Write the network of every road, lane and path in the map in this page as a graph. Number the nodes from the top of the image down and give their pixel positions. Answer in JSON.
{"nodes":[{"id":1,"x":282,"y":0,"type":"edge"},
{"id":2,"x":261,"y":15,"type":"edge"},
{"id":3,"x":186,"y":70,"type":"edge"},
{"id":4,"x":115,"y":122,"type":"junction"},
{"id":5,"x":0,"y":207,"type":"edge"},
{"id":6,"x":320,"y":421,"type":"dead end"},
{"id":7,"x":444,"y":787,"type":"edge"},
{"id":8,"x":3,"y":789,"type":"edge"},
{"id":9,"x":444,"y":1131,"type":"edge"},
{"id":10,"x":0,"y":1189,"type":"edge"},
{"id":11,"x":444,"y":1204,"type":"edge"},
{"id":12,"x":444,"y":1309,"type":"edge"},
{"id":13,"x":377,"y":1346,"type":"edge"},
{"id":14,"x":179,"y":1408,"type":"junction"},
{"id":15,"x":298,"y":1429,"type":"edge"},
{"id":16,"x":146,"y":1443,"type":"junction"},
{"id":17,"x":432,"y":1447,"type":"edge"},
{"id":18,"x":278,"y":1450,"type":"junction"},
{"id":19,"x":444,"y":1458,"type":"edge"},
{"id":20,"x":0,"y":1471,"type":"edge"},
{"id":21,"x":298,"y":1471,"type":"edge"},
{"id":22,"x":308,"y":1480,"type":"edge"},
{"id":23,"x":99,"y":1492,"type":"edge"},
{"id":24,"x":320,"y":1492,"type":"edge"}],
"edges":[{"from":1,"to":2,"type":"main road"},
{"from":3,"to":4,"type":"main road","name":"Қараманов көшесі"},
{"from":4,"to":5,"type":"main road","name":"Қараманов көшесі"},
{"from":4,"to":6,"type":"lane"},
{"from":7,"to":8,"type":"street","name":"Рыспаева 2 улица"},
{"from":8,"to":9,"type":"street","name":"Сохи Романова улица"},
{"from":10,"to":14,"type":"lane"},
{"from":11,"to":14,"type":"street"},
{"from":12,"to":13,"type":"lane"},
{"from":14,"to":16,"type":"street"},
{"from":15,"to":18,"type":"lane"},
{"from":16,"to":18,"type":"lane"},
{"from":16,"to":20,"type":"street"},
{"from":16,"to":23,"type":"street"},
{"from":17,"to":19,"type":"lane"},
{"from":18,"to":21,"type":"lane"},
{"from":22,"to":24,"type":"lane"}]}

+ + +

Everything in the data above should be set down again precisely.

Response to this task:
Write the network of every road, lane and path in the map in this page as a graph. Number the nodes from the top of the image down and give their pixel positions. Answer in JSON.
{"nodes":[{"id":1,"x":282,"y":0,"type":"edge"},
{"id":2,"x":261,"y":15,"type":"edge"},
{"id":3,"x":186,"y":70,"type":"edge"},
{"id":4,"x":115,"y":122,"type":"junction"},
{"id":5,"x":0,"y":207,"type":"edge"},
{"id":6,"x":320,"y":421,"type":"dead end"},
{"id":7,"x":444,"y":787,"type":"edge"},
{"id":8,"x":3,"y":789,"type":"edge"},
{"id":9,"x":444,"y":1131,"type":"edge"},
{"id":10,"x":0,"y":1189,"type":"edge"},
{"id":11,"x":444,"y":1204,"type":"edge"},
{"id":12,"x":444,"y":1309,"type":"edge"},
{"id":13,"x":377,"y":1346,"type":"edge"},
{"id":14,"x":179,"y":1408,"type":"junction"},
{"id":15,"x":298,"y":1429,"type":"edge"},
{"id":16,"x":146,"y":1443,"type":"junction"},
{"id":17,"x":432,"y":1447,"type":"edge"},
{"id":18,"x":278,"y":1450,"type":"junction"},
{"id":19,"x":444,"y":1458,"type":"edge"},
{"id":20,"x":0,"y":1471,"type":"edge"},
{"id":21,"x":298,"y":1471,"type":"edge"},
{"id":22,"x":308,"y":1480,"type":"edge"},
{"id":23,"x":99,"y":1492,"type":"edge"},
{"id":24,"x":320,"y":1492,"type":"edge"}],
"edges":[{"from":1,"to":2,"type":"main road"},
{"from":3,"to":4,"type":"main road","name":"Қараманов көшесі"},
{"from":4,"to":5,"type":"main road","name":"Қараманов көшесі"},
{"from":4,"to":6,"type":"lane"},
{"from":7,"to":8,"type":"street","name":"Рыспаева 2 улица"},
{"from":8,"to":9,"type":"street","name":"Сохи Романова улица"},
{"from":10,"to":14,"type":"lane"},
{"from":11,"to":14,"type":"street"},
{"from":12,"to":13,"type":"lane"},
{"from":14,"to":16,"type":"street"},
{"from":15,"to":18,"type":"lane"},
{"from":16,"to":18,"type":"lane"},
{"from":16,"to":20,"type":"street"},
{"from":16,"to":23,"type":"street"},
{"from":17,"to":19,"type":"lane"},
{"from":18,"to":21,"type":"lane"},
{"from":22,"to":24,"type":"lane"}]}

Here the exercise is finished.